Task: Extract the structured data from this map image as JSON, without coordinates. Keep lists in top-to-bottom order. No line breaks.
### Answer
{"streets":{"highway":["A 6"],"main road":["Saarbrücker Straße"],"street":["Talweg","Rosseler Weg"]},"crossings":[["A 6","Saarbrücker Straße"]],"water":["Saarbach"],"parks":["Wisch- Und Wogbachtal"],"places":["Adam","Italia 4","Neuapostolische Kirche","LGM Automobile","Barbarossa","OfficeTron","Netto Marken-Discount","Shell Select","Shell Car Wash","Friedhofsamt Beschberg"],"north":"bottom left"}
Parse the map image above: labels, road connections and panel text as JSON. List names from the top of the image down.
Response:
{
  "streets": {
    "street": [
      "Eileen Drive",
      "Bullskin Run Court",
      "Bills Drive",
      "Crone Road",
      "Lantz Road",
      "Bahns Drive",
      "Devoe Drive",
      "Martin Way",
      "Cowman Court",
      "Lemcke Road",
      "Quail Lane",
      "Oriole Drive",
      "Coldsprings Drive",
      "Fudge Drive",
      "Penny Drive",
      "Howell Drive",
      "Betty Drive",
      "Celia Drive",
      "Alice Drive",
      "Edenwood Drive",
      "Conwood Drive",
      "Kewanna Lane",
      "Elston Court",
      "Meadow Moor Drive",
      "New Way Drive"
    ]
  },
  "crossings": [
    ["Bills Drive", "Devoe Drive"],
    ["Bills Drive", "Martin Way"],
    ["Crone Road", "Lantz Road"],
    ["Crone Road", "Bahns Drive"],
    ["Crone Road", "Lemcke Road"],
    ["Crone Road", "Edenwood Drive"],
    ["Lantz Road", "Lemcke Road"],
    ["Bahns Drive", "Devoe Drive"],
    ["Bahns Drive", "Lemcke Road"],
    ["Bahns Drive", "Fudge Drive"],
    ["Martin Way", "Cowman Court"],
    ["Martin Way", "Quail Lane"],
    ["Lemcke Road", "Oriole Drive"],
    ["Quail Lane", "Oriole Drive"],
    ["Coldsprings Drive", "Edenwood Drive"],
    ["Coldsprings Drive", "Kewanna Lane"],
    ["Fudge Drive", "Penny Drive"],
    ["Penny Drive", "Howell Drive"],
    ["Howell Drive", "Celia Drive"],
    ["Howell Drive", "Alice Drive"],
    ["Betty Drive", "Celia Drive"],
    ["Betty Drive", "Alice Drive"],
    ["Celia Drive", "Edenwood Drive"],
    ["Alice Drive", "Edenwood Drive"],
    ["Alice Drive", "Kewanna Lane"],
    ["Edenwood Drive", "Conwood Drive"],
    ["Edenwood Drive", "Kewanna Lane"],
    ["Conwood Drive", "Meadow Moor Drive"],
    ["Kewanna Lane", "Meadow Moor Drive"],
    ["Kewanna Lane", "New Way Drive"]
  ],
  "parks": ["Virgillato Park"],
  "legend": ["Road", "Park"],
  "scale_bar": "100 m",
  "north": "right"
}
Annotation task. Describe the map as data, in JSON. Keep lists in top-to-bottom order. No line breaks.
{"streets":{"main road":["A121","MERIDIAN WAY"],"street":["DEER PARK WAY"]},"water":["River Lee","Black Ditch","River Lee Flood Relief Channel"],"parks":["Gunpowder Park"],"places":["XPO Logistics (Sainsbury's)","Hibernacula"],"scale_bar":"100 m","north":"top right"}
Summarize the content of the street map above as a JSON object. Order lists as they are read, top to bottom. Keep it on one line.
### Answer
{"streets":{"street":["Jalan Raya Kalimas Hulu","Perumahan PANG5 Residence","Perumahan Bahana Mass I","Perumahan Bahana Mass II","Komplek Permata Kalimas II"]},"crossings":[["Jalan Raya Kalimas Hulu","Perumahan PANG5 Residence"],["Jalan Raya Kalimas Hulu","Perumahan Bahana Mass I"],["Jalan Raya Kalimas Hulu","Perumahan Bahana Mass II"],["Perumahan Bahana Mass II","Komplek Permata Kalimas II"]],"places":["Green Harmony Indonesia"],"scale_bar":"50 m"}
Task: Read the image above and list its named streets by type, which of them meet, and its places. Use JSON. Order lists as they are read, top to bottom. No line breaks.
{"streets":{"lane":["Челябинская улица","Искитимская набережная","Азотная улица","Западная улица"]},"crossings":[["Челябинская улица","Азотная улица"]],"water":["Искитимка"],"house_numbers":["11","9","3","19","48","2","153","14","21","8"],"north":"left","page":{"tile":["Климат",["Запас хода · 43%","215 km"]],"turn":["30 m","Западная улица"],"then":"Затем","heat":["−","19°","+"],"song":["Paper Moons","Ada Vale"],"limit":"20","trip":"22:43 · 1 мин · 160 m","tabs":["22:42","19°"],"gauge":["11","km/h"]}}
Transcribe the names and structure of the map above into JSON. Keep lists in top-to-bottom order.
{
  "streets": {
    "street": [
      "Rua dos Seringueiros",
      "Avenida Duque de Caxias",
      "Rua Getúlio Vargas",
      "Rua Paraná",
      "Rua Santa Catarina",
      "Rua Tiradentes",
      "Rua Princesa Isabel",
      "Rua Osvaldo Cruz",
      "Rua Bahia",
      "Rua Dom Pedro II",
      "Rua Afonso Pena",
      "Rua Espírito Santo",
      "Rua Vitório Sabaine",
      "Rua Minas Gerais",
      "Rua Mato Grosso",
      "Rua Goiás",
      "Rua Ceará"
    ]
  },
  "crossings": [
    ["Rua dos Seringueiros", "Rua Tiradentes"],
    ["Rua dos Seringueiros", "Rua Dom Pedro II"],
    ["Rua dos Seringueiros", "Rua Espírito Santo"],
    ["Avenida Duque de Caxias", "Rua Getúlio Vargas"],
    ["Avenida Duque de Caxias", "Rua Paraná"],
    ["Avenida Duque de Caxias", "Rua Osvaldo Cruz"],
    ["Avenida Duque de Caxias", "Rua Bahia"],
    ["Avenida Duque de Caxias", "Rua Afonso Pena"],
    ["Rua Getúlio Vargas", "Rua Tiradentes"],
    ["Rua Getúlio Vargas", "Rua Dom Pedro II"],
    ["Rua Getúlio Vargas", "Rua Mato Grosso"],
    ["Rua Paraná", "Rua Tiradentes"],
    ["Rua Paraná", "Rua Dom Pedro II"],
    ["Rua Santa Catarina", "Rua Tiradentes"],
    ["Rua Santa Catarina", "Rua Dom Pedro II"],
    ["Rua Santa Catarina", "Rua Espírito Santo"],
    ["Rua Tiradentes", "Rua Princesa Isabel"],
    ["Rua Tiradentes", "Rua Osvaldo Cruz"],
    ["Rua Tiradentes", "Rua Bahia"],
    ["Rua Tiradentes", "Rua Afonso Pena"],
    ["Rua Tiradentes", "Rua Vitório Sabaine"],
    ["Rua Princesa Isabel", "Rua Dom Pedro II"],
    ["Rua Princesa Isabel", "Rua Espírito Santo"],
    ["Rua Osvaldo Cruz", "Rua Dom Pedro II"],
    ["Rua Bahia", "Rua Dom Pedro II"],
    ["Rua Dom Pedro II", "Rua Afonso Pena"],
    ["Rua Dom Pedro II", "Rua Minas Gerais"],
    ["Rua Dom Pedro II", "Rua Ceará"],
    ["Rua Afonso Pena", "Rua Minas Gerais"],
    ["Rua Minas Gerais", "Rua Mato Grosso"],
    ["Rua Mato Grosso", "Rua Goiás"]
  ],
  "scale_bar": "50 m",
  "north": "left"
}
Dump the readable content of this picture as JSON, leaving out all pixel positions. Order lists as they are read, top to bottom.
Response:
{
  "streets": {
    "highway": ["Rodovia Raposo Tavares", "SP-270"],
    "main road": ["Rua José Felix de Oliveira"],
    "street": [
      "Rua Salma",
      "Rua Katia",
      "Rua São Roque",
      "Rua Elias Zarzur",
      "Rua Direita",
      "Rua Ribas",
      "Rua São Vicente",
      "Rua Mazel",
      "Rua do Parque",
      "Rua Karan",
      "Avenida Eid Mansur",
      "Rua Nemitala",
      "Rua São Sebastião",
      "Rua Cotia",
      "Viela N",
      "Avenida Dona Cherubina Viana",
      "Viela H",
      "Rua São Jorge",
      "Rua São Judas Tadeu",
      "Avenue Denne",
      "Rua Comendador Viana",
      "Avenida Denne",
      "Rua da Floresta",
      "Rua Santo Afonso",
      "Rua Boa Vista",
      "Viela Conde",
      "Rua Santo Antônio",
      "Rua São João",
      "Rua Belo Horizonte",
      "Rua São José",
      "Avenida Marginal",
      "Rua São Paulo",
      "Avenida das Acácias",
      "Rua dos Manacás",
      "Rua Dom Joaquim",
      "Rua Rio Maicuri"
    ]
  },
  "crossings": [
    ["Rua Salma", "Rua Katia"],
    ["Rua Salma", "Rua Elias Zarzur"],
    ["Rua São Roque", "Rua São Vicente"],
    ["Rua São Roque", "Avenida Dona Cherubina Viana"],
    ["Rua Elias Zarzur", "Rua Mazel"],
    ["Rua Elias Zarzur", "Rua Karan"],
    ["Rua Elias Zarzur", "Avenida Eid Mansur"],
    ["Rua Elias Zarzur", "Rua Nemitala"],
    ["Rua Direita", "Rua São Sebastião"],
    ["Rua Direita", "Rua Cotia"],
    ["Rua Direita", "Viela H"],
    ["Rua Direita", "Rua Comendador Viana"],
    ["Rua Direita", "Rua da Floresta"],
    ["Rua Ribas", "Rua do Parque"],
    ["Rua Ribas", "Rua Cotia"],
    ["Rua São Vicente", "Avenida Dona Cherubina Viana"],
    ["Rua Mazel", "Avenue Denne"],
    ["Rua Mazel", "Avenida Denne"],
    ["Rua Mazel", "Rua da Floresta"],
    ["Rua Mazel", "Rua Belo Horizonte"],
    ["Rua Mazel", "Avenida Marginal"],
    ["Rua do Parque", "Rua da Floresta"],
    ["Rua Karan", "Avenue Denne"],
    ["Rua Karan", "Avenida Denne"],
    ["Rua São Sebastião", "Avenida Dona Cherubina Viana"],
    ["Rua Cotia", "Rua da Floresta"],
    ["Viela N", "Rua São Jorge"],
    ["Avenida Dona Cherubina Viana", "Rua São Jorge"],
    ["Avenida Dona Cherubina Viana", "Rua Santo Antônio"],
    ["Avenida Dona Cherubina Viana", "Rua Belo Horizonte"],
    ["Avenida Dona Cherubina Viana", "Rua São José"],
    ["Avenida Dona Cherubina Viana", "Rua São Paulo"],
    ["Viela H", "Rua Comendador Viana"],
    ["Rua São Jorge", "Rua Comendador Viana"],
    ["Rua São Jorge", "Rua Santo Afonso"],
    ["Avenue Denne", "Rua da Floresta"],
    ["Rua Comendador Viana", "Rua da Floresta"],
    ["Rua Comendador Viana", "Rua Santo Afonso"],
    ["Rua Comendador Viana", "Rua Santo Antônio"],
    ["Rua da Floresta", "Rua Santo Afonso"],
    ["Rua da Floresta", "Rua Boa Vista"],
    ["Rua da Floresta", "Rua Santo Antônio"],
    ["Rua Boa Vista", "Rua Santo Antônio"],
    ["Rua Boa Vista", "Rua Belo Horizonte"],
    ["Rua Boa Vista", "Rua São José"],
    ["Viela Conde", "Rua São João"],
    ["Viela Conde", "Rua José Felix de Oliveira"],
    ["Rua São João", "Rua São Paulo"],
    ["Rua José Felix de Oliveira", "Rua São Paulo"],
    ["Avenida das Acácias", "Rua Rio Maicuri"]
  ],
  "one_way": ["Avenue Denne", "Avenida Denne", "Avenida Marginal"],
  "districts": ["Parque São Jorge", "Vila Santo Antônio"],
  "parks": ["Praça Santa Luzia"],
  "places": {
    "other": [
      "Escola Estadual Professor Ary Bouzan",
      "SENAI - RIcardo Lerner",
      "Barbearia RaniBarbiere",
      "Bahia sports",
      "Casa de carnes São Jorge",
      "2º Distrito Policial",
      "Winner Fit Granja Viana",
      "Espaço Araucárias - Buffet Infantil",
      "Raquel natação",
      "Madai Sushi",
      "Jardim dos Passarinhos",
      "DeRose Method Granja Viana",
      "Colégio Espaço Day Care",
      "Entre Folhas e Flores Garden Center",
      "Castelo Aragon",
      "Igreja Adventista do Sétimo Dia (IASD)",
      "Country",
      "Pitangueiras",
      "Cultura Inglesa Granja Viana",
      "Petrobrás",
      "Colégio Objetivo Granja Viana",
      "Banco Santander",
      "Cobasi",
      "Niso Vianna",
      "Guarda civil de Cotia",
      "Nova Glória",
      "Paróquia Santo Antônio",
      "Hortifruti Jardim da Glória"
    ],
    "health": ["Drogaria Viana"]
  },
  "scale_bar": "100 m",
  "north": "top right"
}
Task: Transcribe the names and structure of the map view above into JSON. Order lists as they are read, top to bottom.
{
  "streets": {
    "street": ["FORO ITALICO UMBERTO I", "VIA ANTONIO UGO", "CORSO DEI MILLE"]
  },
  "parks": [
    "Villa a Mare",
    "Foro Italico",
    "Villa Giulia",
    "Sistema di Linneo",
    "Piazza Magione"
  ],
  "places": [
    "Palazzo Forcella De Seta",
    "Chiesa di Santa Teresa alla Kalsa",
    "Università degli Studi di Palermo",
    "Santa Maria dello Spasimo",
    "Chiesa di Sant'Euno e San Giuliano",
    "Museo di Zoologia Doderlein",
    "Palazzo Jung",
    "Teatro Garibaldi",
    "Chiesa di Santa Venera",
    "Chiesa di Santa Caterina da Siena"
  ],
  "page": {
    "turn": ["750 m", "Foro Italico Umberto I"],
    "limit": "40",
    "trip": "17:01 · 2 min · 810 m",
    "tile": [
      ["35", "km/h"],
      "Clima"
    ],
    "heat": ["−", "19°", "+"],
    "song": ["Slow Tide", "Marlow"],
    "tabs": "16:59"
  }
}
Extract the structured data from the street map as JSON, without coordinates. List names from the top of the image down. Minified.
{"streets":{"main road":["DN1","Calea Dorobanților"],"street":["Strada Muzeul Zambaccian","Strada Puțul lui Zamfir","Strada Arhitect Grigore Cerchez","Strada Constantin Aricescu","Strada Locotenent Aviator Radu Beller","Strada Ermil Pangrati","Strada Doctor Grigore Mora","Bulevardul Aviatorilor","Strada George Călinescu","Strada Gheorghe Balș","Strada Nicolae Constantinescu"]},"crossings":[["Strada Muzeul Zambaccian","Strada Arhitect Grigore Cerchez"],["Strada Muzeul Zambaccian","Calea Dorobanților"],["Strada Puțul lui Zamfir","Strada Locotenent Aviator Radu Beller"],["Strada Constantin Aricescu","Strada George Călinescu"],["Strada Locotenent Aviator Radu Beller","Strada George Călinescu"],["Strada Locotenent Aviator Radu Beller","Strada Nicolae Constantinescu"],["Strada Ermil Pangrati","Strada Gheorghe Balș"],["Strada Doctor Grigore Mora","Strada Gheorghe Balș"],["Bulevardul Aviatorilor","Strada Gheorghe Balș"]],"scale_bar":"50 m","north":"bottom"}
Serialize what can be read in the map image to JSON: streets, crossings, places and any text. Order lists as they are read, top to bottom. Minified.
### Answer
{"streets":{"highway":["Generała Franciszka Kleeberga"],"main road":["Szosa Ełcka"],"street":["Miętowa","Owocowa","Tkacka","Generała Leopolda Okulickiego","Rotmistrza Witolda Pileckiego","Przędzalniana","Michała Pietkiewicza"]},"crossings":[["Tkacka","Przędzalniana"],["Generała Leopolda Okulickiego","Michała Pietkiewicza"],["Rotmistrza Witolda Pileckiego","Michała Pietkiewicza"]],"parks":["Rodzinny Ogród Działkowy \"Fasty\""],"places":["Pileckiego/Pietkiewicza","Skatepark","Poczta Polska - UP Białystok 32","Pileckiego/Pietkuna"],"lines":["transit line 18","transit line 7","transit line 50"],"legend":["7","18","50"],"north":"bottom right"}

------------

• Activity: When a line among the entries above contains "Zarzur", copy it.

• Written answer:
      "Rua Elias Zarzur",
    ["Rua Salma", "Rua Elias Zarzur"],
    ["Rua Elias Zarzur", "Rua Mazel"],
    ["Rua Elias Zarzur", "Rua Karan"],
    ["Rua Elias Zarzur", "Avenida Eid Mansur"],
    ["Rua Elias Zarzur", "Rua Nemitala"],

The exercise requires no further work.